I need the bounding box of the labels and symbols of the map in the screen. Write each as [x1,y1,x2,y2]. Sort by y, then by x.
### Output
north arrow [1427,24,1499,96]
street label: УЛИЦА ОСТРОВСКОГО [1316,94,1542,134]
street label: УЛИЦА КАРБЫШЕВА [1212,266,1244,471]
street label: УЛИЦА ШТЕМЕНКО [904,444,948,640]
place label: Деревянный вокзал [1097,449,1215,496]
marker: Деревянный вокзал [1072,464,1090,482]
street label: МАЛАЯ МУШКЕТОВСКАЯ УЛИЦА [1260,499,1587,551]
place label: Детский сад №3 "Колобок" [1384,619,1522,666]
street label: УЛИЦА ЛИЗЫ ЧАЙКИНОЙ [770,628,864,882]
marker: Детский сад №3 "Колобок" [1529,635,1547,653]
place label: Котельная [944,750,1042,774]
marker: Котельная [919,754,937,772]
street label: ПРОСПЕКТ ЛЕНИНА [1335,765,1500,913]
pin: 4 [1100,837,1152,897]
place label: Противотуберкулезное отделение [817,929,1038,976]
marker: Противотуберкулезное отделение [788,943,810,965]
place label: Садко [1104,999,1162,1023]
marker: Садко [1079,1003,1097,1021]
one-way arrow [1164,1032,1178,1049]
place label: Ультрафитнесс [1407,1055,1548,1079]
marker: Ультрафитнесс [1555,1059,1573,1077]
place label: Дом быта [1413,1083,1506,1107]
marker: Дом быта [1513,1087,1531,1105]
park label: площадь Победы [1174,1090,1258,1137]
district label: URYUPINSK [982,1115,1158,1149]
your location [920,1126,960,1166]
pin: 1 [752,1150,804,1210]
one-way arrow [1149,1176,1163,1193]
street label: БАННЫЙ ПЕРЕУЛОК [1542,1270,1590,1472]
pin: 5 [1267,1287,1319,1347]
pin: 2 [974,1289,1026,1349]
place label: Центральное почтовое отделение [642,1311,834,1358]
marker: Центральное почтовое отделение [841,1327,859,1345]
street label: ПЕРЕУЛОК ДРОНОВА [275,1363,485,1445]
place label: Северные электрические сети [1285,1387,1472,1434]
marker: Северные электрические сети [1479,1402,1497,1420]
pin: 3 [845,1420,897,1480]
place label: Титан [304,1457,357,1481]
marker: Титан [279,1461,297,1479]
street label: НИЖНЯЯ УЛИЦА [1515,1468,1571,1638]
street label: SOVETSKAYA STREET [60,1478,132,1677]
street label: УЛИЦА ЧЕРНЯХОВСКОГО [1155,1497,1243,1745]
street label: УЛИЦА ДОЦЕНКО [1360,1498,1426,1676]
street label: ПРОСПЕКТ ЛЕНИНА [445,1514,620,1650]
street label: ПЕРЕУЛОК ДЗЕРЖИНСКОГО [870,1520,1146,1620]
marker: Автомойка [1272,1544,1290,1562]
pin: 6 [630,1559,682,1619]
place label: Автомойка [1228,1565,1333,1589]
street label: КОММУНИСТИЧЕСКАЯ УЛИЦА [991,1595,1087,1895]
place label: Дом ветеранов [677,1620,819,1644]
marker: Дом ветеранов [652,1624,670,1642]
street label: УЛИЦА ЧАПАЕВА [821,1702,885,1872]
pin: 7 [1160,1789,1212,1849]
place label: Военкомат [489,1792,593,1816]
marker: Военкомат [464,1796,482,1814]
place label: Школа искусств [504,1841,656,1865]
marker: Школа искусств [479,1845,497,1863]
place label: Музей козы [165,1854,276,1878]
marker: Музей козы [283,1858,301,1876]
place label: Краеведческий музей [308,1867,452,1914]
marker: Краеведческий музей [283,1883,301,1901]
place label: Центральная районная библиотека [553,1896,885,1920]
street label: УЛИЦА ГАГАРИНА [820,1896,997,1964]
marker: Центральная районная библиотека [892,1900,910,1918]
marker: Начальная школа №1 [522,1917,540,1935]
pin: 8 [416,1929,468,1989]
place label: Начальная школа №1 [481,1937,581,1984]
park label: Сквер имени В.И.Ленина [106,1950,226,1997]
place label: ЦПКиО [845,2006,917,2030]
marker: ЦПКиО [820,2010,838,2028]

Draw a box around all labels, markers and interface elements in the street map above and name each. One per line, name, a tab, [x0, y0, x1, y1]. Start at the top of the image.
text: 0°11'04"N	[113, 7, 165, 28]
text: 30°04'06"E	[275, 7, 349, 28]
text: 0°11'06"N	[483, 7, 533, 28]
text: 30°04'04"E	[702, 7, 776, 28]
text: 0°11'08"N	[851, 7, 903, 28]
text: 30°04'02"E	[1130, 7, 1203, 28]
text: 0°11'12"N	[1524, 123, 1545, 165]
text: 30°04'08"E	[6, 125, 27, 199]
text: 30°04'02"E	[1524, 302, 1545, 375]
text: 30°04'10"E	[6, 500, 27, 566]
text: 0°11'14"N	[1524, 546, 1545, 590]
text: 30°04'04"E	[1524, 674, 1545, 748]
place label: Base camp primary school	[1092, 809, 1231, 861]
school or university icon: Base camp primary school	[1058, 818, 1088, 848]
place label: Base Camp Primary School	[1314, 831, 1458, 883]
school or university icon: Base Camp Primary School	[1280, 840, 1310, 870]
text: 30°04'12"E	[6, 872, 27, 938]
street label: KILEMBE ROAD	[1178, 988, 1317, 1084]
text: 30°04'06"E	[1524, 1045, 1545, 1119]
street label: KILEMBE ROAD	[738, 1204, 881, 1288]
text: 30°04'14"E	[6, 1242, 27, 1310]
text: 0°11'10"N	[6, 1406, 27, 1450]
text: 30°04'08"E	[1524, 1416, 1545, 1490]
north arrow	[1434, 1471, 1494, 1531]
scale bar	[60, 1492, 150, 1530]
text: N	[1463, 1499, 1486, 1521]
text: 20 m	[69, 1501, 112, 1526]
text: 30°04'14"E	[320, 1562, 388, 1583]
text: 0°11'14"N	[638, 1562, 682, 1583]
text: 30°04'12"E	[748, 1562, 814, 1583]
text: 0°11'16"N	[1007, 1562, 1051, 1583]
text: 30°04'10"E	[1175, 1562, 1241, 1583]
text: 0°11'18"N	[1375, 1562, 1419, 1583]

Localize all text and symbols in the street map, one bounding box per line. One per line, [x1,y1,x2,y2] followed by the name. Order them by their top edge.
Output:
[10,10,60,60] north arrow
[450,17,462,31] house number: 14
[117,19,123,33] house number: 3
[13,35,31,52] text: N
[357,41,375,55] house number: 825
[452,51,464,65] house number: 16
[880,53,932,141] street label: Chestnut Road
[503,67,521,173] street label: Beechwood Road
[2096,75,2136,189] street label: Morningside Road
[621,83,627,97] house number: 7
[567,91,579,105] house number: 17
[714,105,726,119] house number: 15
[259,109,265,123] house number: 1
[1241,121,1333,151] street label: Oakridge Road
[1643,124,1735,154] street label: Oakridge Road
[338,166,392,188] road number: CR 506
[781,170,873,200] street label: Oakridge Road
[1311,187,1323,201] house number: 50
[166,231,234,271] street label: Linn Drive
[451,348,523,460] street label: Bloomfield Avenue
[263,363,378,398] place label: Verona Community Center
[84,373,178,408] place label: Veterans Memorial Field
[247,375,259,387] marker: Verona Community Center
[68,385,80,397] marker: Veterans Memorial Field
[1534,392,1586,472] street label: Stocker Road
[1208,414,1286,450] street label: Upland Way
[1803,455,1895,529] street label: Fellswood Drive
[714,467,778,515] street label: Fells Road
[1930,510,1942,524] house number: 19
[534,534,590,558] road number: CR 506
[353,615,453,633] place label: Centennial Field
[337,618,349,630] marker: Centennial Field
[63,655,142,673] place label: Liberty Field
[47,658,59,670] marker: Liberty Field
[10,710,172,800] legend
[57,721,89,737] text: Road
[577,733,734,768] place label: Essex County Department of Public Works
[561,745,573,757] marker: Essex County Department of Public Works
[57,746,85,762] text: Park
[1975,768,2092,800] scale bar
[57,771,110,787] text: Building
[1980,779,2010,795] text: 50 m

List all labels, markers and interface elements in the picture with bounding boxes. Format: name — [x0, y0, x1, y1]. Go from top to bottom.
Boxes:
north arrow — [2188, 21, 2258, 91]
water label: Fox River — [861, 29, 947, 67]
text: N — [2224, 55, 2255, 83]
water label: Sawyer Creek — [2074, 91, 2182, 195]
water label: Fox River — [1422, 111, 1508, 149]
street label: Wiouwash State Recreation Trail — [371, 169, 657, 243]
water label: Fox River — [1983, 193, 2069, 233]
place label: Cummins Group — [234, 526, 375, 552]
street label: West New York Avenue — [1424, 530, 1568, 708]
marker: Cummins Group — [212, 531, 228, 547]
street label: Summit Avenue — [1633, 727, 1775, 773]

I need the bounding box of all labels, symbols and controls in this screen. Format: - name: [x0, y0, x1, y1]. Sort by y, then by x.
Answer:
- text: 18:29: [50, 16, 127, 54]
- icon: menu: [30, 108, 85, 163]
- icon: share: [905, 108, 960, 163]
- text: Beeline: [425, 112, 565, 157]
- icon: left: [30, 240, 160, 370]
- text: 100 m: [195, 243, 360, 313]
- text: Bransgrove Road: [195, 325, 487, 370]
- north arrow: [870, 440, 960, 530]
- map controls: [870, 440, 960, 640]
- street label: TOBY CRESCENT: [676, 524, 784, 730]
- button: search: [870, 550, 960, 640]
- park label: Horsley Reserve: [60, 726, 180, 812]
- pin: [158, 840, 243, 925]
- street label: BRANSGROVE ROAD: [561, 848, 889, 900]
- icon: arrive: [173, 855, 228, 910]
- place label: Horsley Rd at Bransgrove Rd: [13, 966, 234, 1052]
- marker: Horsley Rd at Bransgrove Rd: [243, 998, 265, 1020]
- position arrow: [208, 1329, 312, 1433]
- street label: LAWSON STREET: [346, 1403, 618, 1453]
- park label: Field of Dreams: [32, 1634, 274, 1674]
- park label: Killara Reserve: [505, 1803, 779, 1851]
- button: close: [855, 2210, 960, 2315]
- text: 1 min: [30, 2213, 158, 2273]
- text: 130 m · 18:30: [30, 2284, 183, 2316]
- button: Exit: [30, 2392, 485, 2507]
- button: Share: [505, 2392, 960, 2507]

◆ ◆ ◆ ◆

## Goal of the exercise:
Using the material above, filter for lines holding "отделение" and copy each one.

## Response area:
place label: Противотуберкулезное отделение [817,929,1038,976]
marker: Противотуберкулезное отделение [788,943,810,965]
place label: Центральное почтовое отделение [642,1311,834,1358]
marker: Центральное почтовое отделение [841,1327,859,1345]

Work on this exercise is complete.